Mademoiselle Bart se tut, soupira, se remit à sa quenouille, et maître Cornille continua :

— Pour en revenir au Renard de la mer et à ton grand-père, mon petit Jean, voici ce qui arriva, il y a de cela longues années :

— C’était pendant la guerre avec l’Anglais qui bloquait le port ; nous étions heureusement rentrés de course avec mon père depuis trois jours, et notre brigantin, appelé l’Arondelle de mer, était mouillé dans le hâvre, l’équipage à bord et toujours prêt à saillir dehors [25]. Or donc, un soir d’hiver, que le vent d’aval soufflait de bise et faisait rage, nous étions ici dans cette même salle, bien chaudement près d’un bon feu, fumant du tabac de Rotterdam et buvant de l’ale d’Angleterre avec ton grand-père et un de ses amis, maître Vandervelde le corsaire (celui-là même que sa majesté catholique fit chevalier de Saint-Jacques pour le rémunérer de douze vaisseaux de guerre bien armés et bien équipés que le corsaire avait donnés au roi en pur don et par munificence) ; nous devisions donc paisiblement de guerre et de course au coin de cette cheminée, lorsque tout à coup la porte s’ouvre, cette portière que tu vois là se lève ; et devine qui entra dans la chambre ? Le Renard de la mer, enveloppé d’un grand manteau tout ruisselant, car au-dehors l’eau du ciel tombait à torrent.
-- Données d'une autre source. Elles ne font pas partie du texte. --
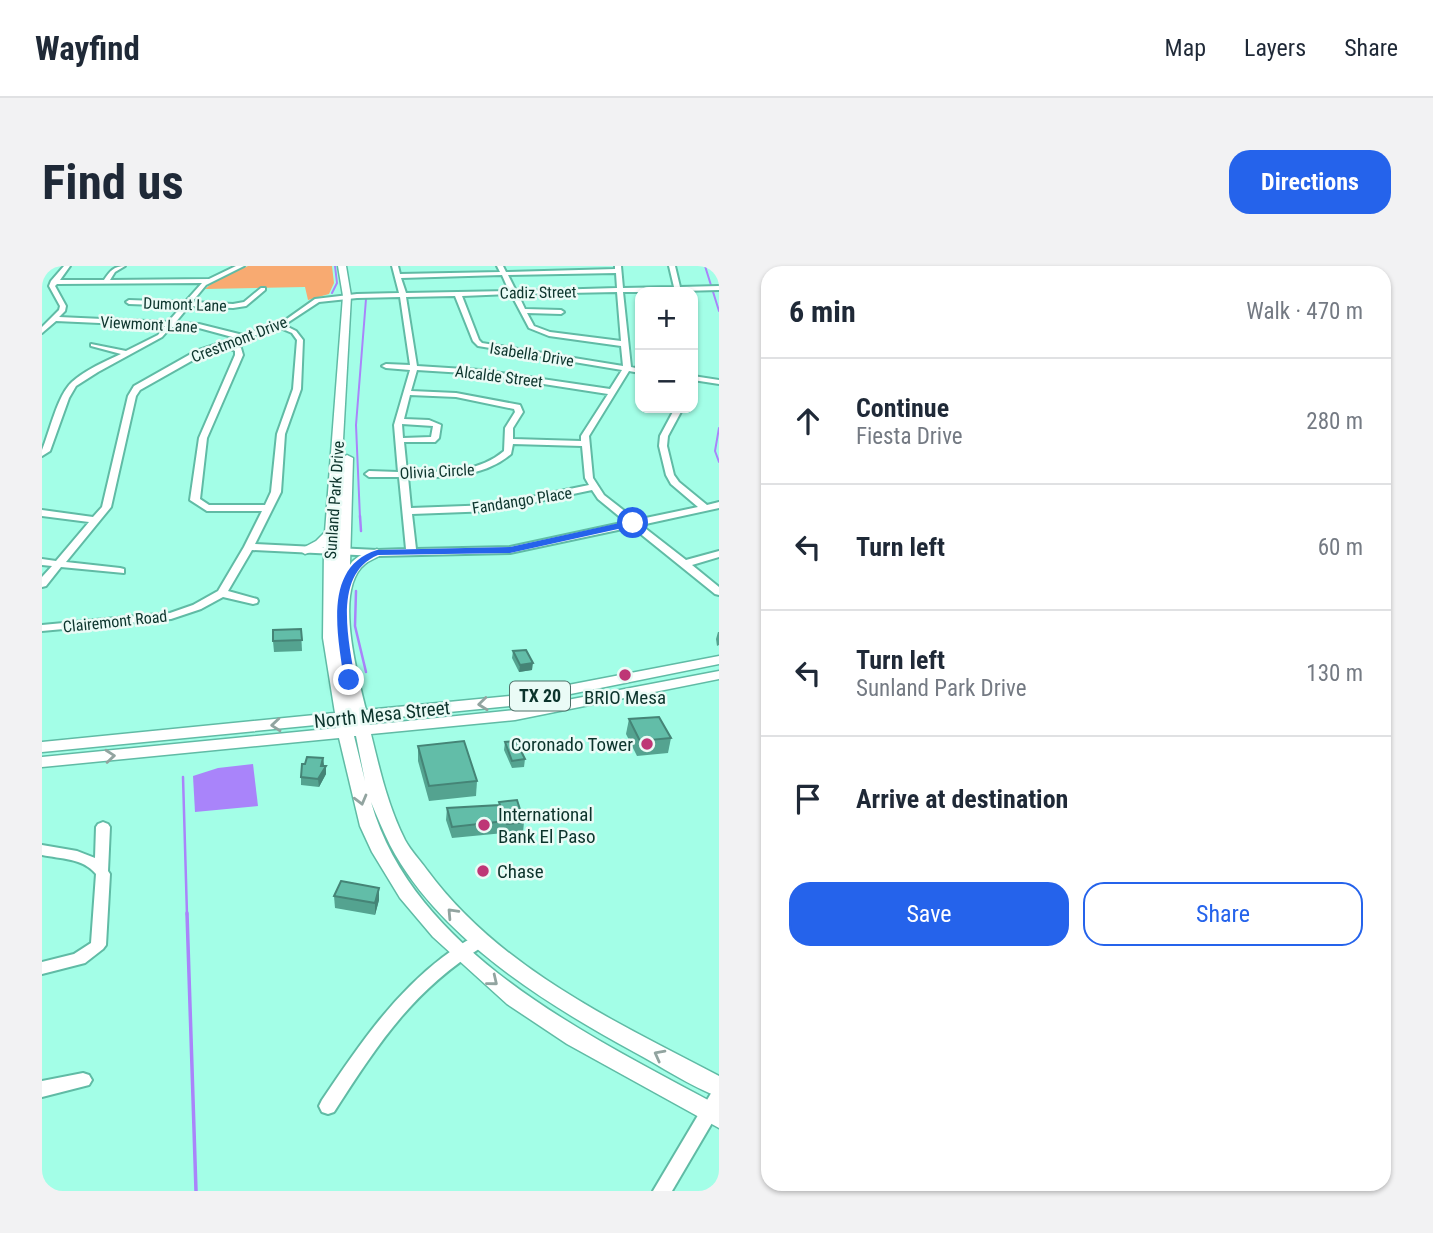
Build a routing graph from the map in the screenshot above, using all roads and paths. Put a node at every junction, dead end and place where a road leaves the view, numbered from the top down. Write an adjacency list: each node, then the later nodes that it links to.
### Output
1 (67, 266): 15 (street)
2 (122, 266): 13 (street)
3 (241, 266): 14 (street)
4 (342, 266): 24 (main road, Sunland Park Drive)
5 (351, 266): 24 (main road, Sunland Park Drive)
6 (395, 266): 12 (street)
7 (447, 266): 11 (street)
8 (672, 266): 16 (street)
9 (618, 268): 10 (street); 18 (street)
10 (502, 270): 11 (street); 20 (street)
11 (451, 274): 12 (street)
12 (398, 275): 22 (street)
13 (106, 281): 14 (street); 15 (street)
14 (208, 281): 26 (street)
15 (53, 282): 29 (street)
16 (677, 287)
17 (263, 289): 26 (street, Dumont Lane)
18 (620, 290): 19 (street, Cadiz Street); 20 (street, Cadiz Street); 35 (street)
19 (635, 290)
20 (513, 292): 21 (street, Cadiz Street); 27 (street)
21 (458, 294): 22 (street, Cadiz Street); 40 (street, Isabella Drive)
22 (403, 295): 24 (street, Cadiz Street); 39 (street)
23 (330, 298): 24 (main road); 31 (street, Crestmont Drive)
24 (350, 298): 62 (main road, Sunland Park Drive)
25 (129, 302): 26 (street, Dumont Lane)
26 (186, 304): 30 (street)
27 (523, 311): 28 (street); 35 (street)
28 (561, 312)
29 (54, 320): 30 (street, Viewmont Lane); 32 (street)
30 (170, 325): 33 (street, Viewmont Lane); 37 (street)
31 (278, 325): 33 (street, Crestmont Drive); 57 (street)
32 (42, 331)
33 (243, 337): 34 (street, Crestmont Drive)
34 (223, 343): 57 (street); 60 (street, Crestmont Drive)
35 (625, 344): 40 (street)
36 (93, 345): 37 (street)
37 (127, 353): 51 (street)
38 (386, 366): 39 (street, Alcalde Street)
39 (414, 368): 44 (street, Alcalde Street); 45 (street)
40 (627, 369): 41 (street, Isabella Drive); 44 (street)
41 (635, 370)
42 (698, 378): 43 (street)
43 (719, 382)
44 (612, 392): 50 (street)
45 (407, 393): 47 (street); 49 (street, Olivia Circle)
46 (676, 413): 56 (street)
47 (399, 421): 48 (street); 48 (street)
48 (400, 440): 53 (street)
49 (509, 441): 50 (street); 53 (street, Olivia Circle)
50 (585, 444): 54 (street)
51 (42, 453)
52 (369, 474): 53 (street, Olivia Circle)
53 (403, 474): 58 (street)
54 (594, 487): 58 (street, Fandango Place); 61 (street)
55 (719, 505): 56 (street)
56 (705, 507): 61 (street)
57 (269, 508): 63 (street)
58 (407, 511): 65 (street)
59 (42, 513): 60 (street)
60 (96, 520): 70 (street, Crestmont Drive)
61 (633, 523): 65 (street); 71 (street)
62 (338, 531): 64 (main road); 66 (main road); 68 (main road, Sunland Park Drive)
63 (249, 547): 64 (street); 76 (street)
64 (305, 550): 68 (main road)
65 (411, 552): 66 (street)
66 (377, 553): 68 (street); 74 (main road)
67 (719, 554): 71 (street)
68 (334, 555): 74 (main road, Sunland Park Drive); 79 (main road, Sunland Park Drive)
69 (42, 562): 70 (street)
70 (58, 564): 72 (street); 73 (street, Crestmont Drive)
71 (684, 564): 75 (street)
72 (120, 571)
73 (42, 584)
74 (342, 592): 79 (main road, Sunland Park Drive)
75 (719, 592)
76 (222, 593): 77 (street); 78 (street, Clairemont Road)
77 (253, 601)
78 (42, 628)
79 (336, 637): 85 (main road, Sunland Park Drive)
80 (719, 660): 81 (main road, North Mesa Street / TX 20)
81 (676, 670): 83 (main road); 84 (main road, North Mesa Street / TX 20)
82 (719, 676): 83 (main road, North Mesa Street / TX 20)
83 (686, 684): 84 (main road, North Mesa Street / TX 20)
84 (513, 708): 85 (main road, North Mesa Street / TX 20)
85 (352, 725): 86 (main road, North Mesa Street / TX 20, one-way to 86); 87 (main road, North Mesa Street / TX 20, one-way to 85); 89 (main road, Sunland Park Drive)
86 (42, 747)
87 (42, 762)
88 (103, 827): 91 (street)
89 (390, 848): 92 (main road, one-way to 89); 93 (main road)
90 (42, 850): 91 (street)
91 (102, 869): 94 (street)
92 (480, 940): 93 (street); 96 (main road, one-way to 92)
93 (460, 951): 99 (street); 100 (main road, one-way to 100)
94 (42, 968)
95 (83, 1080): 97 (street)
96 (719, 1087)
97 (42, 1089)
98 (719, 1095): 100 (street)
99 (328, 1107)
100 (714, 1115): 101 (street)
101 (662, 1191)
Sous ce manteau, le Renard était armé en guerre. — Antoine, — dit-il à mon père en le regardant en face, — j’ai besoin de toi, de ton fils, de ton équipage et de ton brigantin. — Quand cela ? dit mon père. — À l’heure même et pour aller en haute mer, — répondit le Renard. Alors mon père s’excusa auprès de son hôte Vandervelde, le fit reconduire par notre valet, et dit au Renard : — Pendant que moi et mon fils allons nous armer pour te suivre, fume une pipe, bois un pot de bierre et sèche toi. — Voilà, mon fils, comme on se devait l’amitié entre matelots dans ces temps-là ; car le Renard de la mer aurait fait pour mon père ce que mon père faisait là pour lui, sans lui demander ni compte ni raison.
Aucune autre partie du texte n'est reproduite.